[Saved data entries]
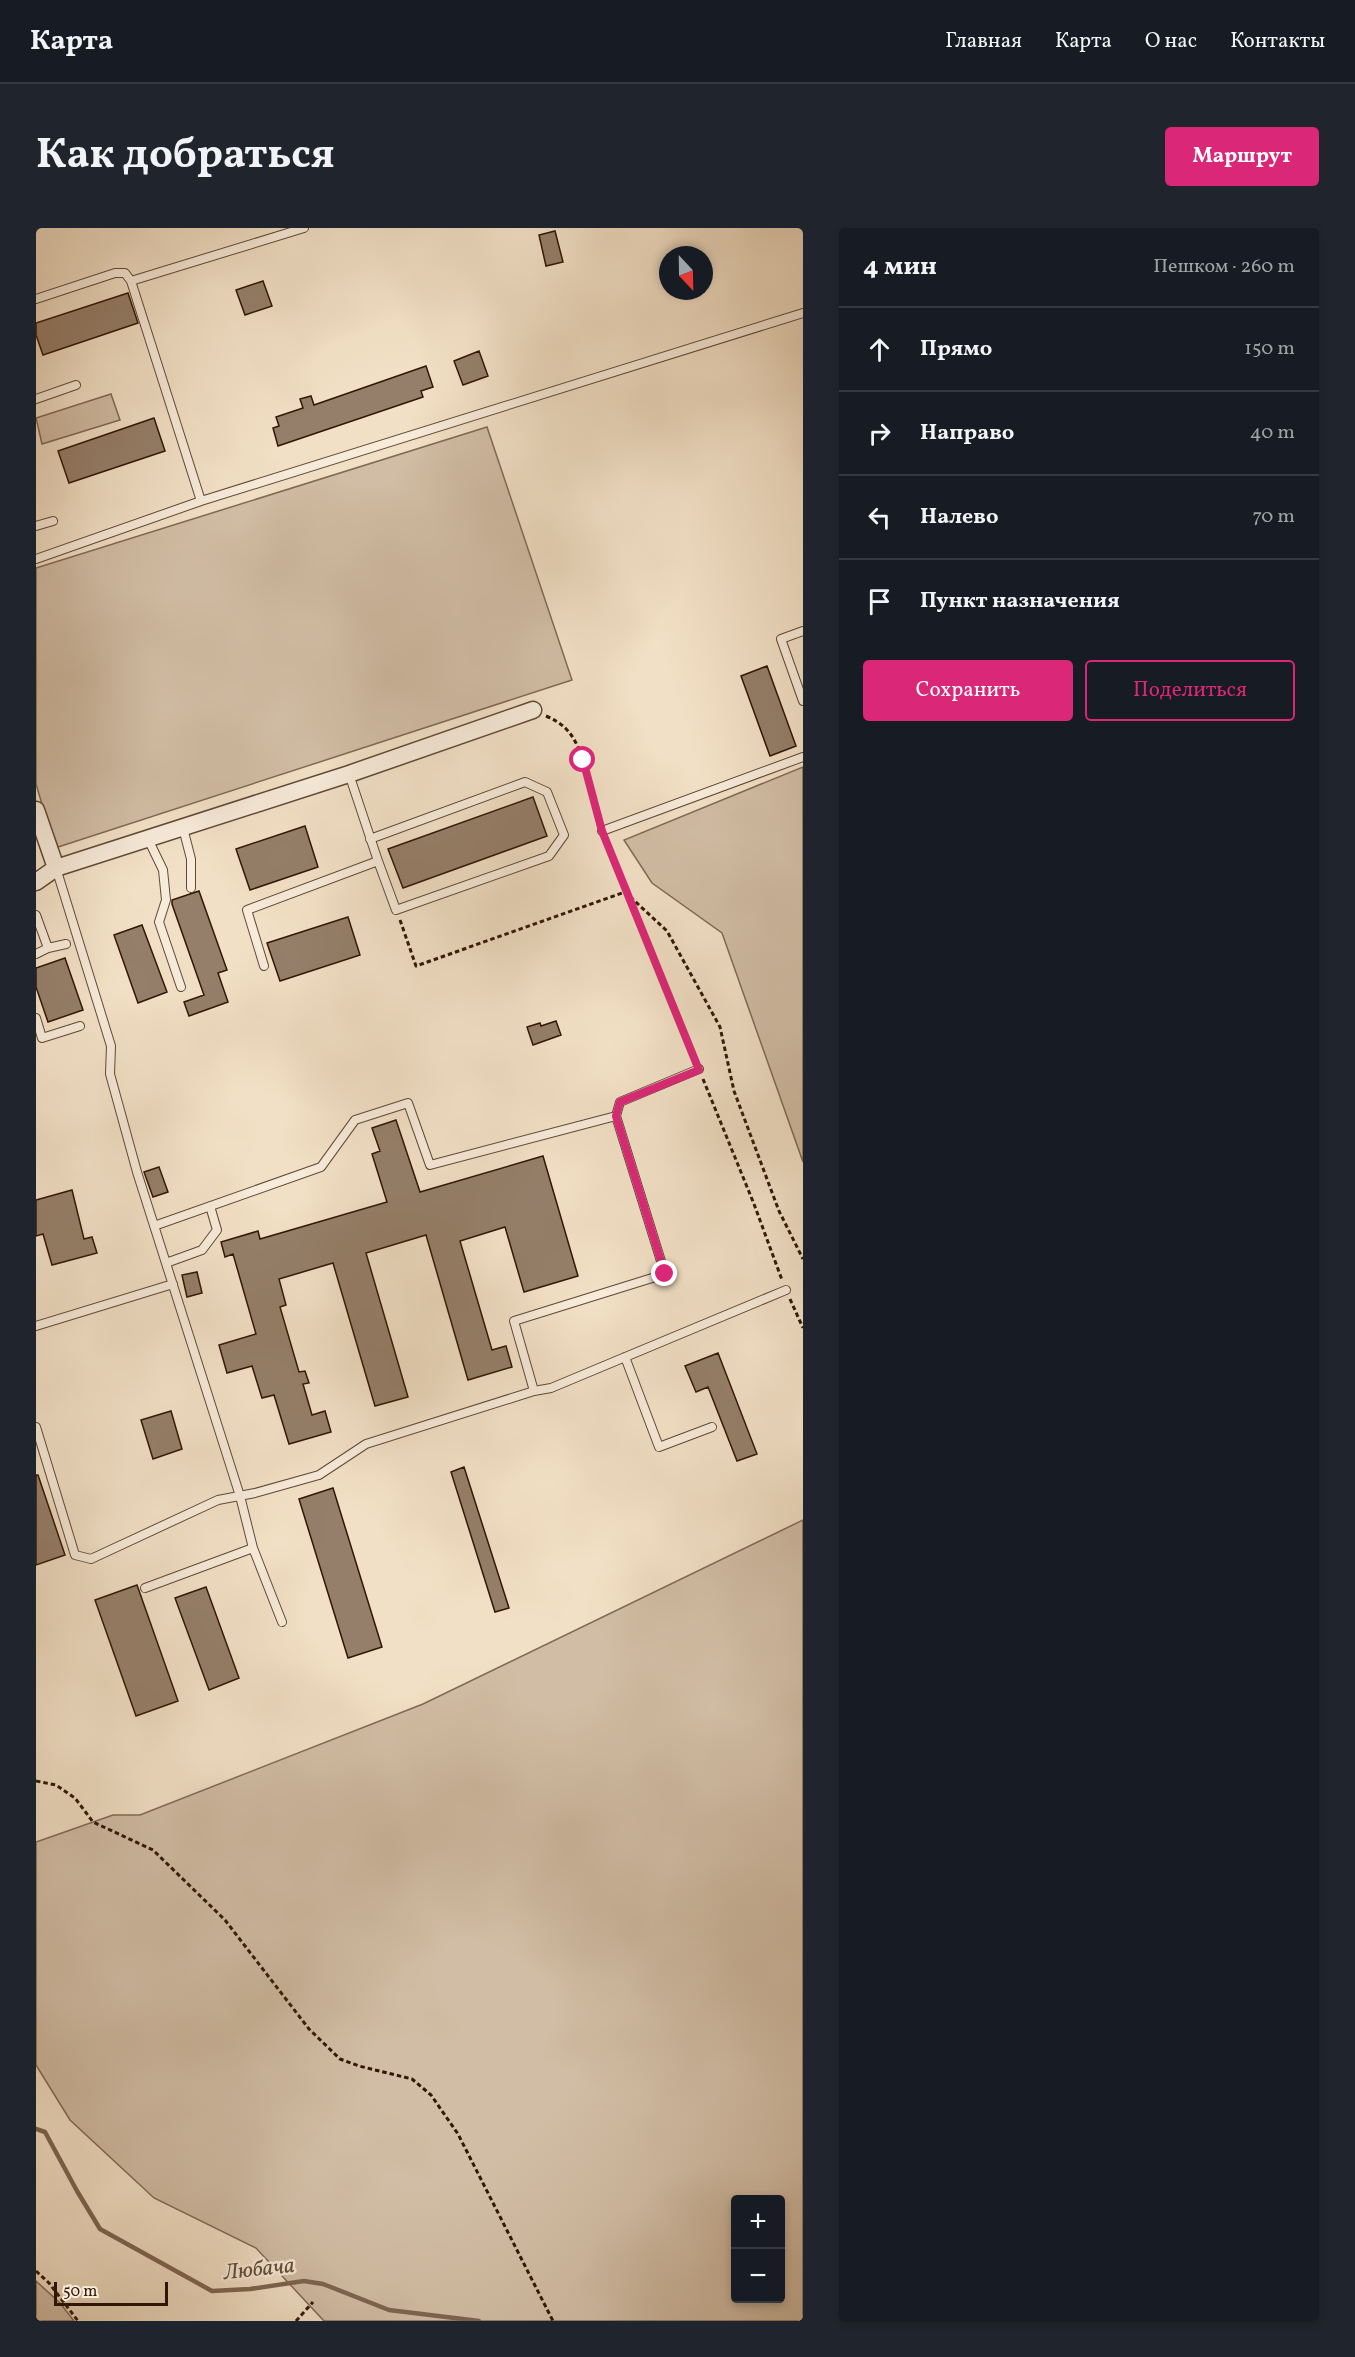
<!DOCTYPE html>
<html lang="ru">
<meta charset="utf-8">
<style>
:root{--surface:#171b24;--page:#20242c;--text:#f1f3f6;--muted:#9ea1a6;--line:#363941;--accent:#db2777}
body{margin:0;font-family:Vollkorn,serif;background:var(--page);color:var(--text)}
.controls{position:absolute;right:18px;bottom:18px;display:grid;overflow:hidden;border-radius:6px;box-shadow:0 3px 9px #0003}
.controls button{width:54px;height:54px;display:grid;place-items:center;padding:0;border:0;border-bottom:2px solid var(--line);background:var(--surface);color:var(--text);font:30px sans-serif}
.compass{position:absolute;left:623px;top:18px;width:54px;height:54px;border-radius:50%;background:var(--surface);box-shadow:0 3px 9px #0003;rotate:158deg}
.scale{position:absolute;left:18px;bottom:15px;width:114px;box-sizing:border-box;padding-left:6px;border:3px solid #311506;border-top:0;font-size:16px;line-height:21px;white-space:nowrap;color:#311506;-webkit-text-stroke:4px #f7ebda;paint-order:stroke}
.stop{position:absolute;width:18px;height:18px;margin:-14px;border:4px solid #db2777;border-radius:50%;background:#fff}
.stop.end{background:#db2777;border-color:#fff;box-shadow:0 2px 6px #0008}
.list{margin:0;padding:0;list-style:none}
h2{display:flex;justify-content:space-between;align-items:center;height:78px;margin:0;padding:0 24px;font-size:26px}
h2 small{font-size:20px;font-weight:400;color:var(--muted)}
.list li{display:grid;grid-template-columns:39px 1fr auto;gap:18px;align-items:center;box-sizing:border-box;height:84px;padding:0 24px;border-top:2px solid var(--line)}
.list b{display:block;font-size:22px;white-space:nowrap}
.list em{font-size:20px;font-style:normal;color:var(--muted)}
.actions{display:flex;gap:12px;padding:18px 24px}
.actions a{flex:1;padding:14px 0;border:2px solid var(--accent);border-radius:6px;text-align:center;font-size:21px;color:var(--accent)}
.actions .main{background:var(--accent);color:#fff}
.icon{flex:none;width:33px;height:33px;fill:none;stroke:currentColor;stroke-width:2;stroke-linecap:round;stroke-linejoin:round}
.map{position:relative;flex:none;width:767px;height:2093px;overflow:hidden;border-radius:6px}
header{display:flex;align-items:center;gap:36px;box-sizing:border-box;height:84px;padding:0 30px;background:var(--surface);border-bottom:2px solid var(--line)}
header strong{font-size:28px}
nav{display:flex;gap:33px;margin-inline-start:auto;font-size:21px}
.intro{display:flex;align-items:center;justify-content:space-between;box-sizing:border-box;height:144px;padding:0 36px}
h1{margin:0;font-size:42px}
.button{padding:15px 27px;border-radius:6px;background:var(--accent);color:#fff;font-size:21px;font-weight:700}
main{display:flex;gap:36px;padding:0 36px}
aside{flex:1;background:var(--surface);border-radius:6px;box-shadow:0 3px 9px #0003}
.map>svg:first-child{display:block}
.green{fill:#d1bda5;stroke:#816956;stroke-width:1.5;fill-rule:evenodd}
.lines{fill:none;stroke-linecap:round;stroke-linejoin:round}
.stream{stroke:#7d6552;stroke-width:4.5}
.building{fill:#957f6a;stroke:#311506;stroke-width:1.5}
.service-casing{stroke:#614836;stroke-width:10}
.minor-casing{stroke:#614836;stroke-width:19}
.path{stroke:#311506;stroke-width:3;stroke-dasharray:4.5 3;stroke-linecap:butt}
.service{stroke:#f7ebda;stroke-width:8}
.minor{stroke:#f7ebda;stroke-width:16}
.route{stroke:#db2777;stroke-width:8}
.labels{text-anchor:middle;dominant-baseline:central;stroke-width:5;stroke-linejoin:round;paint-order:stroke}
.water-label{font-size:22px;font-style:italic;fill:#644b39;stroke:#f7ebda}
</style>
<header>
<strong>Карта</strong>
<nav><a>Главная</a><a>Карта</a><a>О нас</a><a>Контакты</a></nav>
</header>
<div class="intro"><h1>Как добраться</h1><a class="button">Маршрут</a></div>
<main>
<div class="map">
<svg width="767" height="2093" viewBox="0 0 767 2093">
<rect width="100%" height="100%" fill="#f2e0c6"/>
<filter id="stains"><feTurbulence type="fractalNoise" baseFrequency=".00333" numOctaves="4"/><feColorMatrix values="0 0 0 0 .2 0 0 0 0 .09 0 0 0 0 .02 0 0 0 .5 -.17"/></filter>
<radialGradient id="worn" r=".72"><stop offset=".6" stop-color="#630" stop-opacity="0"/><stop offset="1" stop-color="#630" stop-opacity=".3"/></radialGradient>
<path class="green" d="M75,166l9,26 -78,24 -6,-26z
M451,199l85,253 -517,168 -19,-64v-216z
M767,539v395l-81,-229 -70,-50 -28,-43z
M767,1292v801h-479l-68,-73 -102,-50 -84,-78 -34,-55v-223l77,-27h27l283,-111zM700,1972h44v98h-44z
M0,2053l24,22 14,18h-38z"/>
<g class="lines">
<path class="stream" d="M0,1901l9,3 32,59 23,38 112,62 38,-2 54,-8 19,3 66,26 90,11"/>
</g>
<path class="building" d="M519,3l8,31 -17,4 -7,-31z
M227,53l9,25 -27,9 -9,-25z
M92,65l10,30 -95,32 -7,-20v-12z
M443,123l9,25 -25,9 -9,-24z
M390,138l7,21 -12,4 2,6 -145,49 -5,-18 6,-2 -3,-9 27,-9 -3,-9 11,-3 3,9z
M118,190l11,33 -96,32 -11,-32z
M731,438l29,80 -26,10 -29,-80z
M497,569l14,39 -144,52 -15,-39z
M269,598l13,41 -68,23 -14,-41z
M163,663l28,79 -9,3 10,29 -39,14 -5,-14 20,-7 -32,-91v-4z
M312,689l12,38 -80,26 -13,-38z
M106,697l25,67 -29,11 -24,-68z
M29,730l18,52 -35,12 -12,-35v-19z
M520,793l5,14 -28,10 -6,-18 13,-4 1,3z
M360,892l24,72 123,-36 35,120 -54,16 -19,-65 -45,14 32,109 14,-4 6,21 -44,13 -42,-145 -60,18 42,144 -33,9 -42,-143 -54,16 7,26 -6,2 19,65 6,-1 4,12 -6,1 9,31 13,-4 6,21 -42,12 -15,-49 -12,3 -10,-32 -25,7 -8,-28 37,-11 -23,-80 -8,3 -4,-15 37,-11 2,8 127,-37 -15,-48 8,-3 -8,-23z
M123,939l9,25 -15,5 -9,-25z
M36,962l12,49 8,-2 5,16 -45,12 -9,-31 -7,2v-36z
M161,1044l5,21 -15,4 -5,-22z
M682,1125l39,101 -20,7 -29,-74 -12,5 -11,-26z
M135,1183l11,38 -29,10 -12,-39z
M428,1239l45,141 -14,4 -44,-140z
M0,1247h2l27,80 -29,10z
M297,1260l49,159 -34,11 -49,-159z
M101,1357l41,116 -42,15 -41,-116z
M170,1359l33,91 -30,12 -34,-92z"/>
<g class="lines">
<g class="service-casing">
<path id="service" d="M95,53l173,-53
M0,71l79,-26h10l6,8 70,220
M0,171l40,-14
M0,298l17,-5
M0,331l165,-58 602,-188
M767,403l-22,8 22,62
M147,600l8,31v29
M566,603l201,-74
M112,611l15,31 3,30 -7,22 22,65
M334,611l155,-57 22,10 17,43 -15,21 -153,54 -18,-49
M20,640l55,178 -1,28 27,98 103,324 13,52 29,74
M0,687l12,33
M0,726l12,-6 18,-4
M228,738l-17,-56 131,-49 -29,-87
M0,790l6,20 38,-12
M580,888l4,-14 79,-33
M118,998l167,-59 34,-47 53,-17 22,62 186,-49 49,158 -151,47 20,70
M130,1035l36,-13 15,-20 -7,-24
M0,1098l137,-42
M589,1129l34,90 53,-20
M0,1199l39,128 16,4 127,-59 37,-7 64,-18 47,-31 168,-53 17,-3 235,-98
M109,1360l108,-40"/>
</g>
<g class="minor-casing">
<path id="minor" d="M0,582l20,58
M0,654l20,-14 293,-94 184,-64"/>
</g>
<path class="path" d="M510,488c34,14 35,41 43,72 3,11 6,21 10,32
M569,612l90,219
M364,692l16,46 209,-74 42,39 53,96 14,64 45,120 24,48
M667,851l51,125 28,76
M754,1071l13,29
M0,1553l20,4 19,13 18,24 60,28 72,70 84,109 31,30 19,7 53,13 19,16 27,39 95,187
M0,2043l13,12 29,38
M260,2093l17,-19"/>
<use href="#service" class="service"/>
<use href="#minor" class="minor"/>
</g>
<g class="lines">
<path class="route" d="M547,532l19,71 97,239 -79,32 -4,14 49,158"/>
</g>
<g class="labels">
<g class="water-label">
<text transform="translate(223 2042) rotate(-6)">Любача</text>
</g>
</g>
<rect width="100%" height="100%" filter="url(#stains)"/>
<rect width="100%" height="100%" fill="url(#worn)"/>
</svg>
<div class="controls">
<button>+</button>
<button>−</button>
</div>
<svg class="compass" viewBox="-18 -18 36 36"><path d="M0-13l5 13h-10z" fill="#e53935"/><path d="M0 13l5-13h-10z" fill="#9ea1a6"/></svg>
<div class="scale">50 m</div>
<div class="stop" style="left:547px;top:532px"></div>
<div class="stop end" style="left:629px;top:1046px"></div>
</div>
<aside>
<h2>4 мин<small>Пешком · 260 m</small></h2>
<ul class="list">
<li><svg class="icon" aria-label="ahead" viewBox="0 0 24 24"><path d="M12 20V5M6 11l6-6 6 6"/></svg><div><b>Прямо</b></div><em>150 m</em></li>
<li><svg class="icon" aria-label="right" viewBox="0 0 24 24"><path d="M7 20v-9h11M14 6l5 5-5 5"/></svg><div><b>Направо</b></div><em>40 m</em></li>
<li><svg class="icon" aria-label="left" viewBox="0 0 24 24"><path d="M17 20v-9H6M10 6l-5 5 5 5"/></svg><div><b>Налево</b></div><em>70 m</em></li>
<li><svg class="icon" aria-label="arrive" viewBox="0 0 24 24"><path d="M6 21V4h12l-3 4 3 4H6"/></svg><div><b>Пункт назначения</b></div></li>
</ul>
<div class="actions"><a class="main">Сохранить</a><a>Поделиться</a></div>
</aside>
</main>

EXERCISE DIRECTIONS:
From the entries, copy every line in which the string "nowrap" can be found.

THE COMPLETED TASK:
.scale{position:absolute;left:18px;bottom:15px;width:114px;box-sizing:border-box;padding-left:6px;border:3px solid #311506;border-top:0;font-size:16px;line-height:21px;white-space:nowrap;color:#311506;-webkit-text-stroke:4px #f7ebda;paint-order:stroke}
.list b{display:block;font-size:22px;white-space:nowrap}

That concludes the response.